**Exercise brief**
Each line holding the string "joint" is to be copied from the data.

**Materials provided**

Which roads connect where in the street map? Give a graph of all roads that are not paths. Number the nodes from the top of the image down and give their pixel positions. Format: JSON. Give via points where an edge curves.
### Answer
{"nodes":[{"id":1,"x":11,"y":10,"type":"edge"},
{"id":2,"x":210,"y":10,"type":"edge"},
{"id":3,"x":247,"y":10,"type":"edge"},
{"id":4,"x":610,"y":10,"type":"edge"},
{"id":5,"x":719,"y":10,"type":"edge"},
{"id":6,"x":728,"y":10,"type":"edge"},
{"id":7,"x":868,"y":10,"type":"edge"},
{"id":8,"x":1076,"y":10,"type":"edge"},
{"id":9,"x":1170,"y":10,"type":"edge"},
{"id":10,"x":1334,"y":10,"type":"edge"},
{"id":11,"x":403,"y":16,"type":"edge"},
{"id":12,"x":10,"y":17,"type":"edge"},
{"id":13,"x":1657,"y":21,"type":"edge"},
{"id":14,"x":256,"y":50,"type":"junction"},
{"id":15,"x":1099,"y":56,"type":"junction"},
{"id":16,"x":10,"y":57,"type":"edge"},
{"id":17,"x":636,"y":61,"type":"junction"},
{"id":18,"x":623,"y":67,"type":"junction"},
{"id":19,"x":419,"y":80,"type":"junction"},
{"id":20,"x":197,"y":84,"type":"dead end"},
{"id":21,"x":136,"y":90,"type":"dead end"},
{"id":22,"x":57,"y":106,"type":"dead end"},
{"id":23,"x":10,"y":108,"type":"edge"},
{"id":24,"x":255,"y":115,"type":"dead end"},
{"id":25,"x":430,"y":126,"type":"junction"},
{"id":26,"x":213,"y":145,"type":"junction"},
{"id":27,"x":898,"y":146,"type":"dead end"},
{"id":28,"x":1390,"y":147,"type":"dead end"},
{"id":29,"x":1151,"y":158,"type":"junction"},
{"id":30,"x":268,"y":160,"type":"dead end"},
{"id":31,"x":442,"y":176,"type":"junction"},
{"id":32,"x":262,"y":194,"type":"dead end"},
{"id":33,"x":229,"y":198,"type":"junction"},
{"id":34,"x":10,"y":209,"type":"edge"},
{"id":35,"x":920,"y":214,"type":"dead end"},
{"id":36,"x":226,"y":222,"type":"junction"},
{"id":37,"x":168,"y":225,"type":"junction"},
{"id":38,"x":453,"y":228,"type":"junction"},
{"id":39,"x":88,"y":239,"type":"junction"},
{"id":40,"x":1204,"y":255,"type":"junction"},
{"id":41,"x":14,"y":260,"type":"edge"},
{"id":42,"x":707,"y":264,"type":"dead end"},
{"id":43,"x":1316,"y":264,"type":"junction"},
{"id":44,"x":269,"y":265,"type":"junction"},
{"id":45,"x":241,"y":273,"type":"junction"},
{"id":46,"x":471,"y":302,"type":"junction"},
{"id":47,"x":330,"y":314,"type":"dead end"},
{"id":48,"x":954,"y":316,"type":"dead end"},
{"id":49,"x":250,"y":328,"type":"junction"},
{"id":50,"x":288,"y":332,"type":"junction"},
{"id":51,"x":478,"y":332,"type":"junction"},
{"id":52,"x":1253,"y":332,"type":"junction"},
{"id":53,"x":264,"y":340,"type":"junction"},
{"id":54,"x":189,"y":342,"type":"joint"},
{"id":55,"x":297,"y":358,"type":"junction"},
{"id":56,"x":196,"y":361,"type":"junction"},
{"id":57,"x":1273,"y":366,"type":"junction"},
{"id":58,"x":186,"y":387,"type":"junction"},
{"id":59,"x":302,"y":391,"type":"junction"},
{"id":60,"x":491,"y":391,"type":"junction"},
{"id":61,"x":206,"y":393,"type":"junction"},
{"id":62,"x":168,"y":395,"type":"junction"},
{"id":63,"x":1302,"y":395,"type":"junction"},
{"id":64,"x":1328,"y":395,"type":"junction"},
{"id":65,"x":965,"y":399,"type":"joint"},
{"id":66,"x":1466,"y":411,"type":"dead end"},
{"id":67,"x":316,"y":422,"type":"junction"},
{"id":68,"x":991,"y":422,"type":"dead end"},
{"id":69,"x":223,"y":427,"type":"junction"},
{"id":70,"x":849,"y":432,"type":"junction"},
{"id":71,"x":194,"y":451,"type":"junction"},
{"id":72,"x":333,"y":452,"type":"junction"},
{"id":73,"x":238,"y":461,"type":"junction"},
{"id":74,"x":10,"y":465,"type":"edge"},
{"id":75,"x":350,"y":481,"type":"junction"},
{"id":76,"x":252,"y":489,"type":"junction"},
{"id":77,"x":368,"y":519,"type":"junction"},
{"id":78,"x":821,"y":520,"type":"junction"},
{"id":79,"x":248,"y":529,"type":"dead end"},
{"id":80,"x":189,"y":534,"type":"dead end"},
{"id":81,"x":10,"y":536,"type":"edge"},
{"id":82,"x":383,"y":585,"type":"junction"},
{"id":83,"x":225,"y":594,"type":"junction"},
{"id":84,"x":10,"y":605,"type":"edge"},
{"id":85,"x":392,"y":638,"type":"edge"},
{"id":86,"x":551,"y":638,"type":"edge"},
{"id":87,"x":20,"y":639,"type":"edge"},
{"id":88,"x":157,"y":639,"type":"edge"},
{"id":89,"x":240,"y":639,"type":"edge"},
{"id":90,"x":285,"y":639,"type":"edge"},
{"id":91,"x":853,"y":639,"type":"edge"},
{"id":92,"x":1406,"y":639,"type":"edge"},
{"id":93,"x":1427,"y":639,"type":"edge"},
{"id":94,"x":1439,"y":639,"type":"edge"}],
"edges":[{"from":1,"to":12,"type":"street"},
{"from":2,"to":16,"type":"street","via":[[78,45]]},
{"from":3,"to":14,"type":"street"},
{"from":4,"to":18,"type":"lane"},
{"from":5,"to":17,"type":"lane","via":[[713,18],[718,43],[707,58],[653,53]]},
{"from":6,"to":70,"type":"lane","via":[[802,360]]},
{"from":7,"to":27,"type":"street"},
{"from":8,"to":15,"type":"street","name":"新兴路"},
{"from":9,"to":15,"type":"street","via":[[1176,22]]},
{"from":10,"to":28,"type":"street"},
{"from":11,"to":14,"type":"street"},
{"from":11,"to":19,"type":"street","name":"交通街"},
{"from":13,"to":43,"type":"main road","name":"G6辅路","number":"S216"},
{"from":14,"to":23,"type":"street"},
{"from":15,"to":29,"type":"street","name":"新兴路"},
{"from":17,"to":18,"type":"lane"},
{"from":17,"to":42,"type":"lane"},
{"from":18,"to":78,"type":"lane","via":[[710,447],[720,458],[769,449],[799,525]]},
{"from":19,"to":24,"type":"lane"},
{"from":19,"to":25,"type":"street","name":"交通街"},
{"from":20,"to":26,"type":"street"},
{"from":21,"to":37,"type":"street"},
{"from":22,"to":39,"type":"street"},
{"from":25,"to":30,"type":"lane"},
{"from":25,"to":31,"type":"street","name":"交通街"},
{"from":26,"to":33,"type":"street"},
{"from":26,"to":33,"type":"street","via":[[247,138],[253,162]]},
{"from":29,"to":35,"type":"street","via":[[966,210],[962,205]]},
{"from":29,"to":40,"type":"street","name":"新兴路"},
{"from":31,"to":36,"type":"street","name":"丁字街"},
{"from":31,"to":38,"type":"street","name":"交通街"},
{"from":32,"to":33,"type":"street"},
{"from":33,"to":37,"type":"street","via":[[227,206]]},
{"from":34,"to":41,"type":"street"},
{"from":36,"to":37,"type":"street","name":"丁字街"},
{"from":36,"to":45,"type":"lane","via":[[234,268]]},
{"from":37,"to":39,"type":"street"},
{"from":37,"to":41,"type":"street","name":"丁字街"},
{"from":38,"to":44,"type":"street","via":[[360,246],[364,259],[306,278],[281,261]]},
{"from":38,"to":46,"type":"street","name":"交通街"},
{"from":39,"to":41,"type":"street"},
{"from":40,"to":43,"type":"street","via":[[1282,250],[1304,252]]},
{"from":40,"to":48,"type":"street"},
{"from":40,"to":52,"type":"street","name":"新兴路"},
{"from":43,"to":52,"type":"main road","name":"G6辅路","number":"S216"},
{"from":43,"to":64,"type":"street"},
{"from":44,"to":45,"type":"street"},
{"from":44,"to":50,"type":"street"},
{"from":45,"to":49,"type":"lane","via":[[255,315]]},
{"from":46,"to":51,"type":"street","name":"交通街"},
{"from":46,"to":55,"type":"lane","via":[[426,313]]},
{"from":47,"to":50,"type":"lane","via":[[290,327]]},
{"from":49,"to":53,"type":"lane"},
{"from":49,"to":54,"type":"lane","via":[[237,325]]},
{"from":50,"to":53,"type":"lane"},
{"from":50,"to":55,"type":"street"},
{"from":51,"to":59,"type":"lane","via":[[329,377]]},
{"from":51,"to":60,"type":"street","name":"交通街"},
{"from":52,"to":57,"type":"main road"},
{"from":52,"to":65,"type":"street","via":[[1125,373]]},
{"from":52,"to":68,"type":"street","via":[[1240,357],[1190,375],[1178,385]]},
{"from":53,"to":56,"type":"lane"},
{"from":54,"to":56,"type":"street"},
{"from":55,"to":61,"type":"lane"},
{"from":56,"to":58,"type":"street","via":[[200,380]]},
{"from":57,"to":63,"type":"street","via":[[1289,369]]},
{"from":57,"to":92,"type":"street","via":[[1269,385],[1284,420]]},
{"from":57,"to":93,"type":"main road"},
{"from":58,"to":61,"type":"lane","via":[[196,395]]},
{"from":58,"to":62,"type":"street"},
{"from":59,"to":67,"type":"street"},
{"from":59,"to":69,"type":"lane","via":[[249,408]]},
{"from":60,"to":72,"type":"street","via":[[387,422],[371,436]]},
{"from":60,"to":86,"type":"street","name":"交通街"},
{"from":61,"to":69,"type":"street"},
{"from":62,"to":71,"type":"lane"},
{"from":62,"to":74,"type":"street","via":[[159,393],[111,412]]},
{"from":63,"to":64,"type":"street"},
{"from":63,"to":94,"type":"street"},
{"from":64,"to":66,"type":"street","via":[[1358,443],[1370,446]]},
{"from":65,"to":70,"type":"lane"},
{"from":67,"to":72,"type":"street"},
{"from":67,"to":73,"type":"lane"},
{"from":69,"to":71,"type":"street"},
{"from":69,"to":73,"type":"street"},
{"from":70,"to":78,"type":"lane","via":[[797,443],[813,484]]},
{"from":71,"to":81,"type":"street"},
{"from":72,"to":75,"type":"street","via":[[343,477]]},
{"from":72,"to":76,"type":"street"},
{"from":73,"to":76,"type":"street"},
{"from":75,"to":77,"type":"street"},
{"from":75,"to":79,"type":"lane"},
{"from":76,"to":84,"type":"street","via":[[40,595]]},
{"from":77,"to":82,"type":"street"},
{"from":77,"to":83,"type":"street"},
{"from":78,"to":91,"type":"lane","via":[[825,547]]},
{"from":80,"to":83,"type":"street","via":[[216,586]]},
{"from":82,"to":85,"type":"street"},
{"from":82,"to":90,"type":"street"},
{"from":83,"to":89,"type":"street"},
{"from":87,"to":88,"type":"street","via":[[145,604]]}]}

**Solution to the problem**
{"id":54,"x":189,"y":342,"type":"joint"},
{"id":65,"x":965,"y":399,"type":"joint"},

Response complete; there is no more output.